Over the past 18 months we have been revisiting Sing Up’s commitment to equity, diversity and inclusion. We have always believed our ethos and work to be firmly rooted in inclusion, partly as a consequence of where Sing Up came from. Under our original government funding to run the National Singing Programme from 2007 – 2012, we were made up of a consortium of organisations which had inclusion at their heart - including Youth Music and Sage Gateshead, both of which had already been at the vanguard of developing programmes and practice focused on providing engagement for those who wouldn’t otherwise have access.
Additionally, even though it wasn’t part of the Department for Education’s original brief to Sing Up, we created a strong and effective ‘Beyond the Mainstream’ programme to which we assigned funding, collaboration and creativity to ensure that every child would have the opportunity to take part in the National Singing Programme, whether they were in mainstream education or not. We also had a very strong focus on inclusion of communities within each school, location and region in which we worked across England, and demonstrated over and over again that singing is an amazingly inclusive way to engage every child in music-making.

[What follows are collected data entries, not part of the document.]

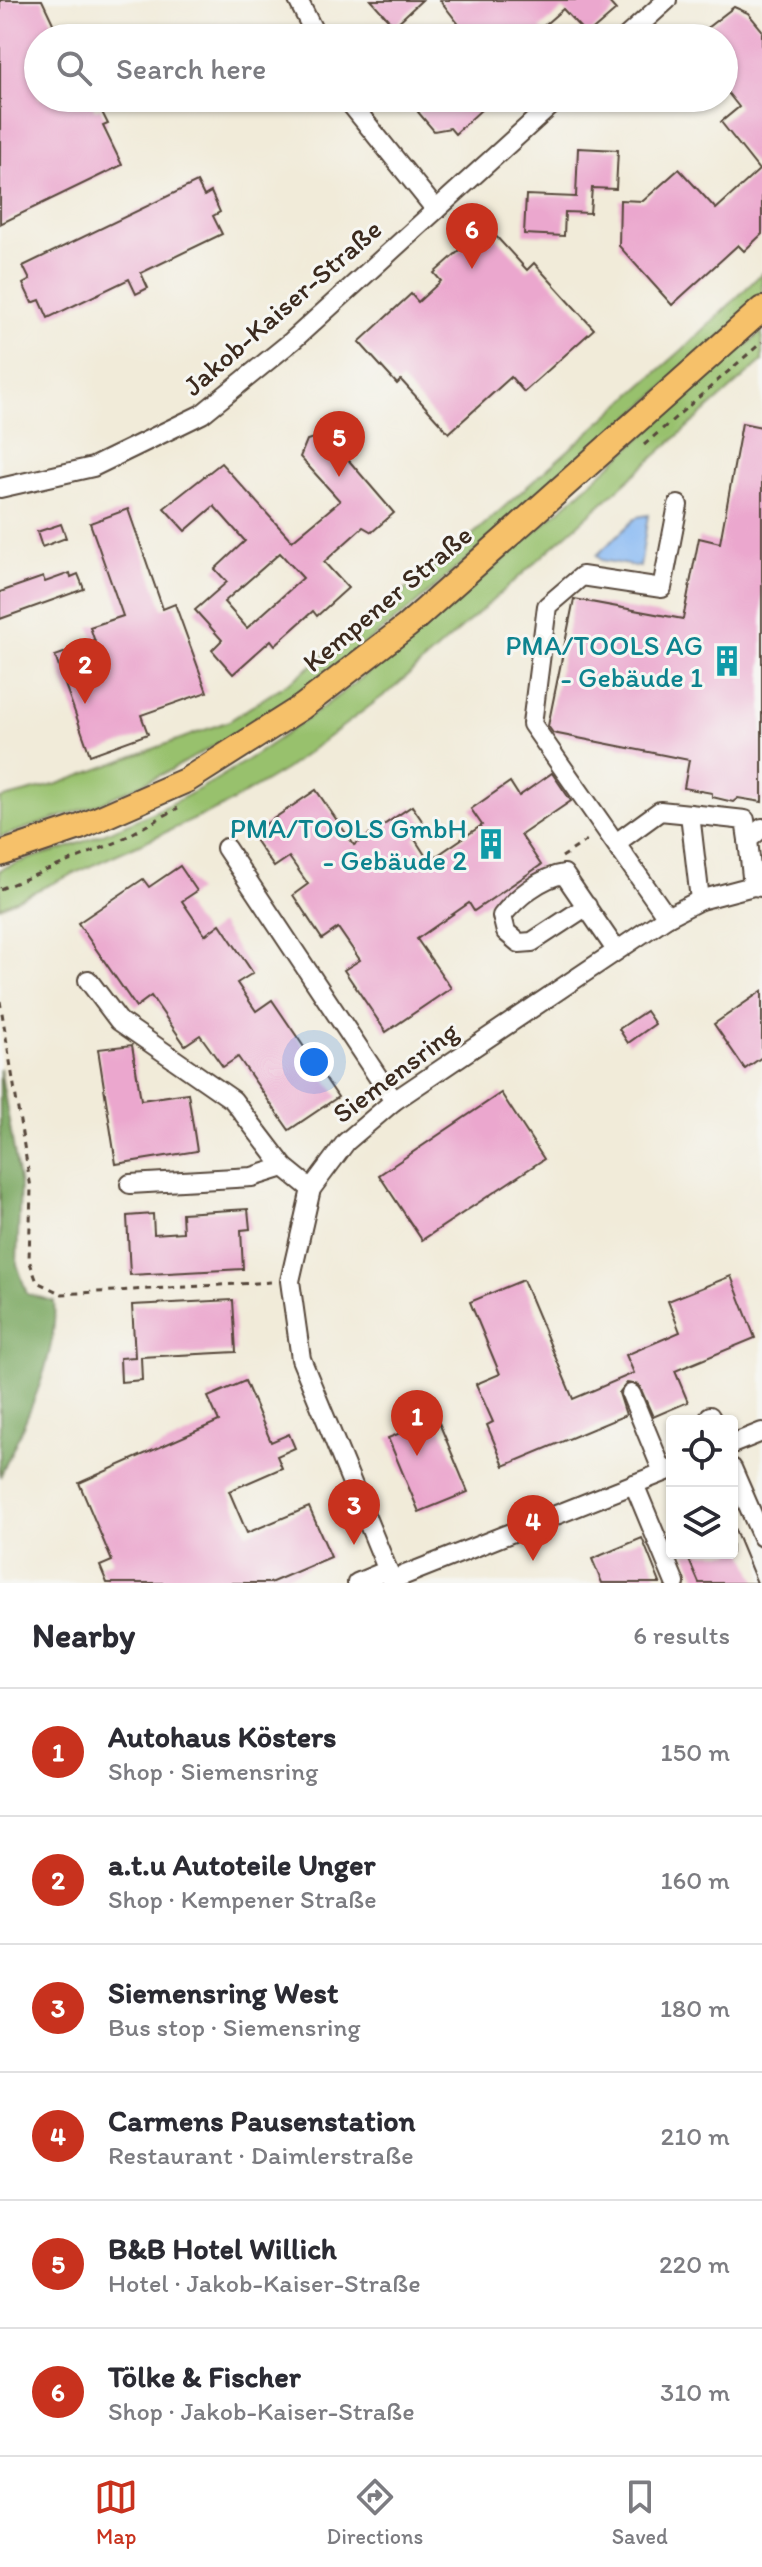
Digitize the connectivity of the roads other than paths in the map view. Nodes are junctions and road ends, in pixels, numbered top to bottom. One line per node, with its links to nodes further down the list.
1 (298, 0): 3 (street)
2 (667, 0): 4 (street)
3 (310, 24)
4 (640, 24)
5 (357, 112): 7 (street)
6 (544, 112): 7 (street, Jakob-Kaiser-Straße)
7 (436, 210): 9 (street, Jakob-Kaiser-Straße)
8 (762, 309): 15 (main road, Kempener Straße)
9 (0, 488)
10 (678, 505): 13 (street)
11 (690, 814): 12 (street); 13 (street); 17 (street)
12 (755, 834): 16 (street)
13 (611, 835): 19 (street)
14 (226, 848): 22 (street)
15 (0, 854)
16 (758, 886): 17 (street, Siemensring)
17 (700, 900): 19 (street, Siemensring)
18 (587, 906): 18 (street); 20 (street)
19 (667, 917): 20 (street, Siemensring)
20 (616, 950): 22 (street, Siemensring)
21 (88, 980): 23 (street)
22 (394, 1101): 25 (street, Siemensring)
23 (284, 1167): 24 (street); 25 (street)
24 (130, 1184)
25 (311, 1189): 34 (street, Siemensring)
26 (631, 1394): 29 (street)
27 (762, 1432): 28 (street)
28 (738, 1442)
29 (666, 1466)
30 (666, 1471): 32 (street)
31 (738, 1482): 33 (street)
32 (634, 1484): 34 (street); 36 (street)
33 (762, 1537)
34 (391, 1578): 35 (street)
35 (357, 1583)
36 (675, 1583)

Following the events of 2020, including the pandemic and Black Lives Matter, we made a commitment to re-examine barriers to participation because it seemed to us that these had shifted and changed significantly, and we recognised that this probably meant that we too needed to change our approach to ensure genuine equity and inclusion in our work. There are many strands to this; one of which is how we seek out and commission creative freelancers to compose, write and develop content for us.
We are aware that there has been a lot of inequity in terms of the people who ‘make it’ in the music industry and are able to access these opportunities. It's also very easy to use the artists that we already know, especially when we need something delivered quickly, but we have been keen to break through our existing network to bring in newer and more diverse voices. As a result, we now have a much more open approach to recruitment which you can learn more about here: https://www.singup.org/work-with-us.
In line with these changes, we decided that for Sing Up Day this year, we would put out an open invitation for composers and songwriters to submit their ideas for a new anthem, to a brief prepared by us. We received a fabulous array of submissions and struggled to choose just one, so we decided to select three to develop.
The songwriters are from around the world and are each creating songs about what unites us globally. We have Tomuri Spicer from New Zealand who has written Blossom out about the earth, plants and unity; we have Laura Bradshaw and Joseff Gnagbo from Wales and the Ivory Coast who have written Dreams across the ocean (Away, roll to sea) about the sea and how it connects us; and we are also working on Izwi, a song about the air around us and our breath with Bongile Hlongwane from South Africa.
You’ll be able to learn all three songs, or just choose one to focus on. All the resources for all three will be available for free to everyone as usual for Sing Up Day and we can’t wait to hear what you do with them!